*** Opening of Information ***

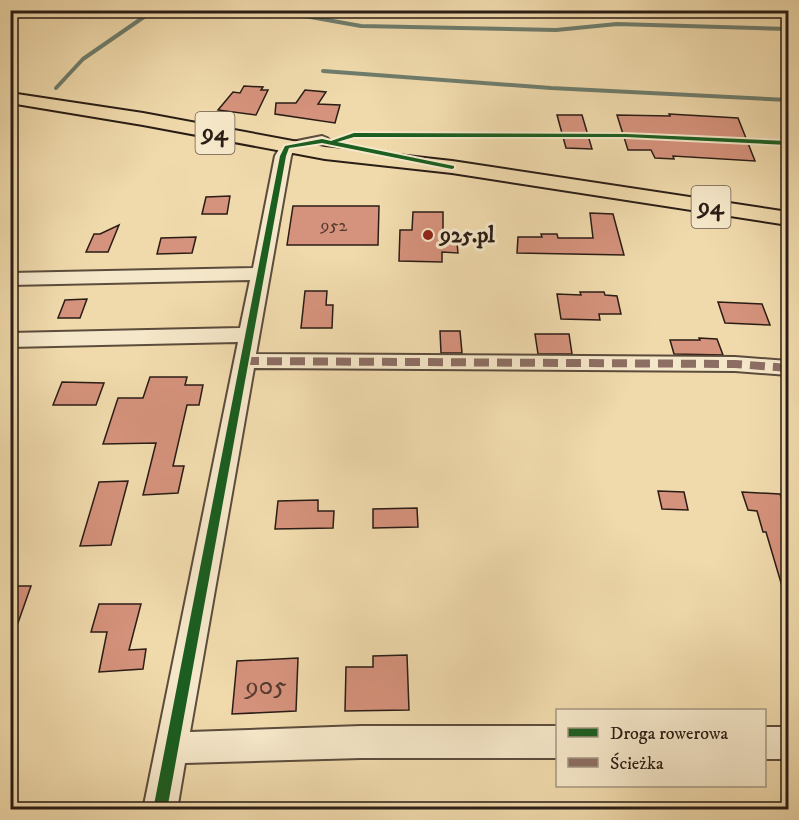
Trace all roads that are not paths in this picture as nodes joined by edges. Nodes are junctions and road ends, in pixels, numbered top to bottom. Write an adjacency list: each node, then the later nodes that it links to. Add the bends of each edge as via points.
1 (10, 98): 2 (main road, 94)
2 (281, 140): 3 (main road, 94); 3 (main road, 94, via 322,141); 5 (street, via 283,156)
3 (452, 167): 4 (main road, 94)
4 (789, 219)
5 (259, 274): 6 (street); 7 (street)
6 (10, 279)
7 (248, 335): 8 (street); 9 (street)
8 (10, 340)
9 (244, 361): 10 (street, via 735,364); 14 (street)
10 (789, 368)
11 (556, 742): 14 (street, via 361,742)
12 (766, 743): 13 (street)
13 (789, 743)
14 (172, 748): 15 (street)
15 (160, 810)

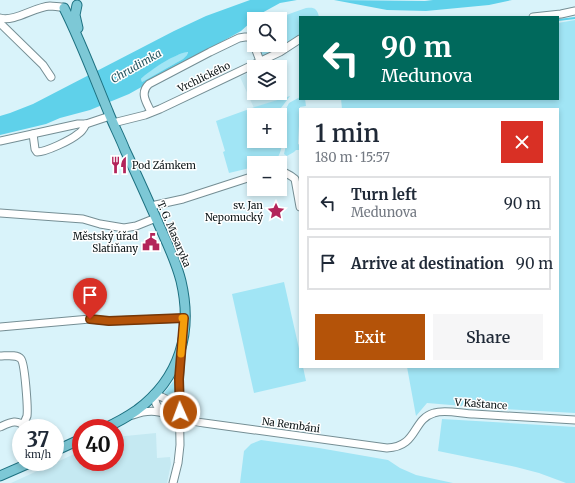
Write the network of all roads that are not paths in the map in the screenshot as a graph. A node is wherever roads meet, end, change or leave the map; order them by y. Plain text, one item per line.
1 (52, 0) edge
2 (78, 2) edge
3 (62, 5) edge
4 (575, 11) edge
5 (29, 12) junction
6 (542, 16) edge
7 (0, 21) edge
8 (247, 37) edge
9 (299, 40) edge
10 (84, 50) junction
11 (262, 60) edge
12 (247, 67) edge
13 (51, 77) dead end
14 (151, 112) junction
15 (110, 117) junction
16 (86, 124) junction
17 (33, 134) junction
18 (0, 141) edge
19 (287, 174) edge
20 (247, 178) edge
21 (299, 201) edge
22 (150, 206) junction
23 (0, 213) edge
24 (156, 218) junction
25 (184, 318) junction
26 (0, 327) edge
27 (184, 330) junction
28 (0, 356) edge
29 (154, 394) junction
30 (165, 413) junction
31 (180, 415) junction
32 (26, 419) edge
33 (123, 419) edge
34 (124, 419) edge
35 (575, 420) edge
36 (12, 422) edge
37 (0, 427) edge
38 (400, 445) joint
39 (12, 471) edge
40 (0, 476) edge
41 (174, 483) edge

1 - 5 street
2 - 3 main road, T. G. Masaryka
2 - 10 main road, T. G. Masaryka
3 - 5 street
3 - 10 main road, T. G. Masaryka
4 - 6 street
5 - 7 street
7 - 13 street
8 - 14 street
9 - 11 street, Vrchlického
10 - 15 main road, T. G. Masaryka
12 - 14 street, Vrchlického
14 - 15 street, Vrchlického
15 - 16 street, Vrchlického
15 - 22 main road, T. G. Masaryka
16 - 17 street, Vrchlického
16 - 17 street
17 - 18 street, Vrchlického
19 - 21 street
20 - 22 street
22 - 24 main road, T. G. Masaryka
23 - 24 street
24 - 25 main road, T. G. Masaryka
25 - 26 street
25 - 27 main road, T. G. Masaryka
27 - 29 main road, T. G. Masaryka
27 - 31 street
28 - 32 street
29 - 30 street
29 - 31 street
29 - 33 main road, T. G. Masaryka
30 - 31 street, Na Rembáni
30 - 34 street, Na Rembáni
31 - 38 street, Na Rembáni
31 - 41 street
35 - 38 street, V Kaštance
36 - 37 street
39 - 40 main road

*** Close of Information ***

_What the task requires_: What you give back must match the material word for word, with no images included.

_Task result_:
Trace all roads that are not paths in this picture as nodes joined by edges. Nodes are junctions and road ends, in pixels, numbered top to bottom. Write an adjacency list: each node, then the later nodes that it links to. Add the bends of each edge as via points.
1 (10, 98): 2 (main road, 94)
2 (281, 140): 3 (main road, 94); 3 (main road, 94, via 322,141); 5 (street, via 283,156)
3 (452, 167): 4 (main road, 94)
4 (789, 219)
5 (259, 274): 6 (street); 7 (street)
6 (10, 279)
7 (248, 335): 8 (street); 9 (street)
8 (10, 340)
9 (244, 361): 10 (street, via 735,364); 14 (street)
10 (789, 368)
11 (556, 742): 14 (street, via 361,742)
12 (766, 743): 13 (street)
13 (789, 743)
14 (172, 748): 15 (street)
15 (160, 810)

Write the network of all roads that are not paths in the map in the screenshot as a graph. A node is wherever roads meet, end, change or leave the map; order them by y. Plain text, one item per line.
1 (52, 0) edge
2 (78, 2) edge
3 (62, 5) edge
4 (575, 11) edge
5 (29, 12) junction
6 (542, 16) edge
7 (0, 21) edge
8 (247, 37) edge
9 (299, 40) edge
10 (84, 50) junction
11 (262, 60) edge
12 (247, 67) edge
13 (51, 77) dead end
14 (151, 112) junction
15 (110, 117) junction
16 (86, 124) junction
17 (33, 134) junction
18 (0, 141) edge
19 (287, 174) edge
20 (247, 178) edge
21 (299, 201) edge
22 (150, 206) junction
23 (0, 213) edge
24 (156, 218) junction
25 (184, 318) junction
26 (0, 327) edge
27 (184, 330) junction
28 (0, 356) edge
29 (154, 394) junction
30 (165, 413) junction
31 (180, 415) junction
32 (26, 419) edge
33 (123, 419) edge
34 (124, 419) edge
35 (575, 420) edge
36 (12, 422) edge
37 (0, 427) edge
38 (400, 445) joint
39 (12, 471) edge
40 (0, 476) edge
41 (174, 483) edge

1 - 5 street
2 - 3 main road, T. G. Masaryka
2 - 10 main road, T. G. Masaryka
3 - 5 street
3 - 10 main road, T. G. Masaryka
4 - 6 street
5 - 7 street
7 - 13 street
8 - 14 street
9 - 11 street, Vrchlického
10 - 15 main road, T. G. Masaryka
12 - 14 street, Vrchlického
14 - 15 street, Vrchlického
15 - 16 street, Vrchlického
15 - 22 main road, T. G. Masaryka
16 - 17 street, Vrchlického
16 - 17 street
17 - 18 street, Vrchlického
19 - 21 street
20 - 22 street
22 - 24 main road, T. G. Masaryka
23 - 24 street
24 - 25 main road, T. G. Masaryka
25 - 26 street
25 - 27 main road, T. G. Masaryka
27 - 29 main road, T. G. Masaryka
27 - 31 street
28 - 32 street
29 - 30 street
29 - 31 street
29 - 33 main road, T. G. Masaryka
30 - 31 street, Na Rembáni
30 - 34 street, Na Rembáni
31 - 38 street, Na Rembáni
31 - 41 street
35 - 38 street, V Kaštance
36 - 37 street
39 - 40 main road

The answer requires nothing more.